Note the testcase is from gcc.dg/20020103-1.c.
Still happens on the trunk.
The issue I see here is IRA decides it is cheaper to allocate "ext" into a call-clobbered register (an asm makes all call-saved registers conflict with the pseudo holding "ext"). So with "ext" in a call-clobbered hard register, caller-saves then realizes the value is live across calls and saves/restores it appropriately. Regardless of whether or not the pseudo is allocated or not to a call clobbered register we're going to be loading it from memory (either the caller-save slot or the constant pool). However, when allocated to a call-clobbered register, we have an extra store (to initialize the caller-save slot) and additional stack space. So in theory we ought to be able to easily determine that allocating a call-clobbered hard reg for this value isn't a win. I'm still poking.
First I think we need to note that if we allocate the pseudo holding the value for "ext" in memory that we get some savings (because "ext" is already sitting in memory waiting to be used). This is very similar to how we recognize some savings from allocating a pseudo to memory when the pseudo represents an argument loaded from its stack slot in ira-costs.

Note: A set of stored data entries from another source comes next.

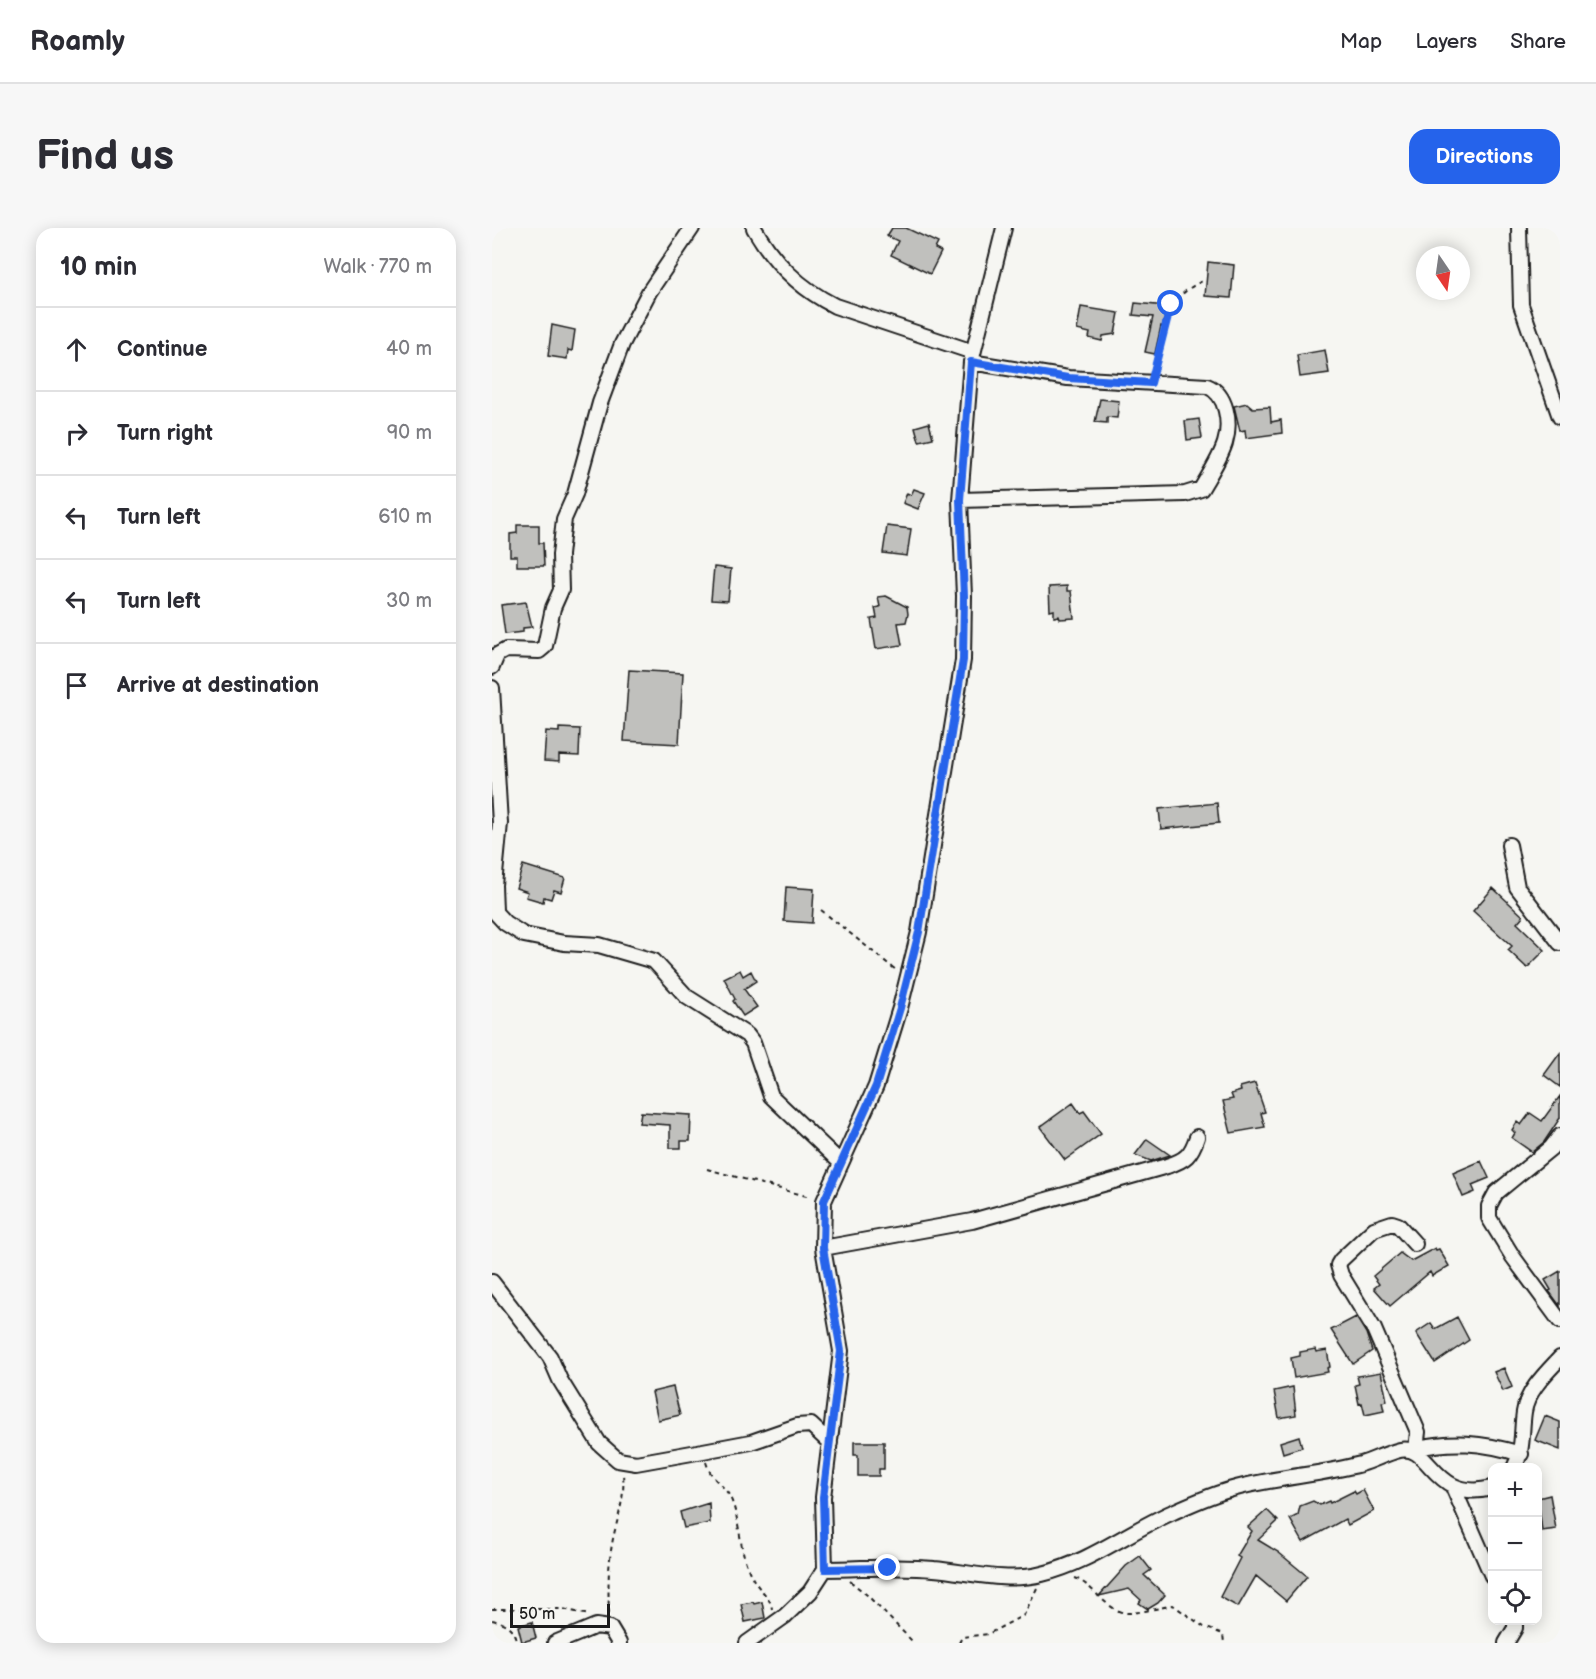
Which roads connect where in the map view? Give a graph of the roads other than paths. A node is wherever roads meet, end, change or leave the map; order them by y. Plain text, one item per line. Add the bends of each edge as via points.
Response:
1 (692, 228) edge
2 (754, 228) edge
3 (1004, 228) edge
4 (1519, 228) edge
5 (972, 357) junction
6 (1560, 417) edge
7 (960, 500) junction
8 (492, 667) edge
9 (492, 688) edge
10 (1509, 845) dead end
11 (493, 909) edge
12 (1560, 943) edge
13 (1560, 1136) edge
14 (1197, 1137) dead end
15 (841, 1163) junction
16 (1415, 1244) dead end
17 (823, 1248) junction
18 (492, 1282) edge
19 (1560, 1321) edge
20 (1560, 1358) edge
21 (830, 1443) junction
22 (1414, 1449) junction
23 (1521, 1454) junction
24 (1516, 1463) edge
25 (1453, 1487) junction
26 (1488, 1489) edge
27 (829, 1569) junction
28 (1490, 1571) edge
29 (1515, 1625) edge
30 (555, 1643) edge
31 (620, 1643) edge
32 (747, 1643) edge
33 (1506, 1643) edge

1 - 8 street via 644,302 622,344 600,403 575,494 564,519 561,590 545,646 539,651 507,650 497,655
2 - 5 street via 767,250 814,296
3 - 5 street
4 - 6 street via 1521,305
5 - 7 street
5 - 7 street via 1068,378 1207,386 1222,398 1227,422 1225,443 1201,489 1185,494
7 - 15 street via 963,660 919,932 876,1086
9 - 11 street via 500,823
10 - 12 street via 1517,887
11 - 15 street via 505,923 524,935 564,944 599,945 654,961 687,997 747,1035 771,1096
13 - 19 street via 1496,1193 1489,1206 1489,1218
14 - 17 street via 1191,1154 1167,1166 972,1221
15 - 17 street via 824,1201
16 - 22 street via 1392,1223 1374,1229 1338,1265 1374,1329 1418,1432
17 - 21 street via 841,1351
18 - 21 street via 550,1357 599,1443 618,1460 636,1463 751,1442 797,1426 810,1425
20 - 23 street via 1532,1390 1524,1410
21 - 27 street via 823,1497
22 - 23 street via 1437,1444 1487,1443
22 - 25 street
22 - 27 street via 1361,1464 1235,1488 1172,1512 1081,1560 1043,1574 1020,1578 932,1569
23 - 24 street
25 - 26 street via 1469,1492
25 - 28 street
27 - 32 street via 810,1592
29 - 33 street
30 - 31 street via 596,1626 610,1628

Second, in that same code, we're double-counting the cost of allocating the pseudo to memory. If those two problems are fixed, we get the desired PPC code; however, significant benchmarking would be required to determine how this change affects a broader codebase. I'll note there's also a deficiency in caller-saves in that it insists on reloading the value into its original hard reg, even if the hard reg is going to be immediately copied to a different hard reg. I don't want to spend too much time on the caller-save aspects since ultimately I think caller-save needs to go away or at least have another rewrite. It's approaching 2 decades since it's last major revision.
Some sniff testing on x86 shows that fixing this also helps x86, so I'll be doing more rigorous benchmarking.

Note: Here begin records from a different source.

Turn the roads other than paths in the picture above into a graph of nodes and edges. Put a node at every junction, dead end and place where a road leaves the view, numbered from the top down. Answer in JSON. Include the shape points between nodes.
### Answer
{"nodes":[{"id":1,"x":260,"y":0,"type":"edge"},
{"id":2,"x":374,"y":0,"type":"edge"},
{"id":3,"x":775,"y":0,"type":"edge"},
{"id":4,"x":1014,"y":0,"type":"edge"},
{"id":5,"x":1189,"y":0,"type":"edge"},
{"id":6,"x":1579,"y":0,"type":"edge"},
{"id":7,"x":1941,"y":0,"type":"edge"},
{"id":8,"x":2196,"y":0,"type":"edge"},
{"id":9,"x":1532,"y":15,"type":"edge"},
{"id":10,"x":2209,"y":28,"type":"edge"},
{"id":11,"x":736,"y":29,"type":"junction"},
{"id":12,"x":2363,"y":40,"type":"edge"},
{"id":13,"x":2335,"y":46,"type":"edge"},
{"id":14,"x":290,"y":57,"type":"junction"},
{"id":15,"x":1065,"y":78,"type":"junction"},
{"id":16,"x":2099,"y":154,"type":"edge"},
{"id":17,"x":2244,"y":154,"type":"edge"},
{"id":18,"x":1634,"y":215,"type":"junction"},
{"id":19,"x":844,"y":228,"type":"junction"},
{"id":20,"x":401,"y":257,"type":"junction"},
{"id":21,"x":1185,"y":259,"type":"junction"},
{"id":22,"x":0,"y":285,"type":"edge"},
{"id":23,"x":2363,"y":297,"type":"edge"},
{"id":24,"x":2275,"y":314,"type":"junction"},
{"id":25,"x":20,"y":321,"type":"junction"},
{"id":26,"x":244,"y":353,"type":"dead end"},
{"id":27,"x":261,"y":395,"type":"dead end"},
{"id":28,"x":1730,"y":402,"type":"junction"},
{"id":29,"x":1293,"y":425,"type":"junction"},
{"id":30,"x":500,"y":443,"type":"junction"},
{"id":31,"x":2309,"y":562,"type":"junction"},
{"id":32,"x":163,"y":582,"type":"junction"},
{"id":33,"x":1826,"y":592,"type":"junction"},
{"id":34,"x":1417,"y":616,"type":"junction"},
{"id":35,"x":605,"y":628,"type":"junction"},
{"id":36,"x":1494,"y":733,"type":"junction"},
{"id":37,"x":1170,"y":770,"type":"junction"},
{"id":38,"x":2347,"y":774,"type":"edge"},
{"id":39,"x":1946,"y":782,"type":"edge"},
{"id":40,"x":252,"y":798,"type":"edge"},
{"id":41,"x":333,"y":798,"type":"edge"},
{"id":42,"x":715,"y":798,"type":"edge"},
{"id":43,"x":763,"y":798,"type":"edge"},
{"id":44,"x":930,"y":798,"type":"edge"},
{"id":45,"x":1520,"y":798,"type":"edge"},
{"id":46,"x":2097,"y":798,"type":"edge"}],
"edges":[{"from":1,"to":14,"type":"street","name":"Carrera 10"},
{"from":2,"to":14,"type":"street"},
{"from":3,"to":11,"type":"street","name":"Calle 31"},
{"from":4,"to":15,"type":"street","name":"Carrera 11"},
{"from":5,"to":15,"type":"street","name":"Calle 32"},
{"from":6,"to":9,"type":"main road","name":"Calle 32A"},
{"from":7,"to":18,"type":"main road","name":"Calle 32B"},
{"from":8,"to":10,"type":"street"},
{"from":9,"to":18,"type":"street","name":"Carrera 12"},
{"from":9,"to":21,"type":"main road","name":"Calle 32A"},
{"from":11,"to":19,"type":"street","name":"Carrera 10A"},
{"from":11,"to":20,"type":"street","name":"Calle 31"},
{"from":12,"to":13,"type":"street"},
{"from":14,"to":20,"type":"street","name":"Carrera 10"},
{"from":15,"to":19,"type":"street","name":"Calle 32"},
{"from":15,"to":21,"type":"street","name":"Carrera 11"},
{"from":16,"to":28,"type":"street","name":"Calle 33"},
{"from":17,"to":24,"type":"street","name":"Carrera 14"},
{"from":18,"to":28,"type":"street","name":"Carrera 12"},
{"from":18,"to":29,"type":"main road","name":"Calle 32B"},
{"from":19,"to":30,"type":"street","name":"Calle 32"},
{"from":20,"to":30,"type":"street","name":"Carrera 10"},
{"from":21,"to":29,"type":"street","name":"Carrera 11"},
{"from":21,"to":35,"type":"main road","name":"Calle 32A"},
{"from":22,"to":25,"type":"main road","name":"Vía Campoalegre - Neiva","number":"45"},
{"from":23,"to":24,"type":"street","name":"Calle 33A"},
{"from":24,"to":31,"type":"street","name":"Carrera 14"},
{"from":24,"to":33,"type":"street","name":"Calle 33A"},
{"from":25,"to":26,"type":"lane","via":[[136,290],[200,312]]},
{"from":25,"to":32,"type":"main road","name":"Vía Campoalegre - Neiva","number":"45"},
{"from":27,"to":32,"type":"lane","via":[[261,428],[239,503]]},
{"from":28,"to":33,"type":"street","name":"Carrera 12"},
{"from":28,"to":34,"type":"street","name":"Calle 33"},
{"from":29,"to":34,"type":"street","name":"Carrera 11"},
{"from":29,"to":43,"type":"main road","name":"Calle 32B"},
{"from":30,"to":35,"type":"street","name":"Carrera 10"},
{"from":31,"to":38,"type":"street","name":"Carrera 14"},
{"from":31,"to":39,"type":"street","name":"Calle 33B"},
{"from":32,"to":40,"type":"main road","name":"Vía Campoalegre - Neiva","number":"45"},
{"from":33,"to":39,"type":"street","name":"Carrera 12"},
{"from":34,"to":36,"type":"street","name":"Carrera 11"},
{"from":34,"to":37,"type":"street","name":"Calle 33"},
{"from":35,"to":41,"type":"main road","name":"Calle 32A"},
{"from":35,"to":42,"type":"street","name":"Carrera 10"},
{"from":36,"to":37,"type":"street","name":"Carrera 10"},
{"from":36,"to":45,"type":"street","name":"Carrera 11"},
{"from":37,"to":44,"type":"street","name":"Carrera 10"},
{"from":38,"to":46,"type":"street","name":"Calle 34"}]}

SPEC 2k6 testing on x86-64 is a wash for integer codes. Small improvement for 403.gcc 462.libquantum and small regressions for 456.hmmr and 471.omnetpp are evident. There's a couple other tests which seem to have a tiny bias for improvement, but without many more runs it'd be impossible to know if the improvements are in the noise or not. The net specint change is a 14.5 -> 14.6, but I wouldn't put a lot of stock into that. FP shows a big improvement for 454.calculix and a small improvement for 459.gemsfdtd. Small regressions are seen for 410.bwaves, 433.milc and 434.zeusmp, and 437.leslie3d. The improvement for calculix dwarfs the minor regressions and is probably responsible for the 13.6->13.7 improvement in the FP base. I've also verified that the patch consistently improves code density on x86 and gives us the desired code on PPC for the testcase in the PR. And, at least in my mind, the patch makes sense and I'll be posting it shortly.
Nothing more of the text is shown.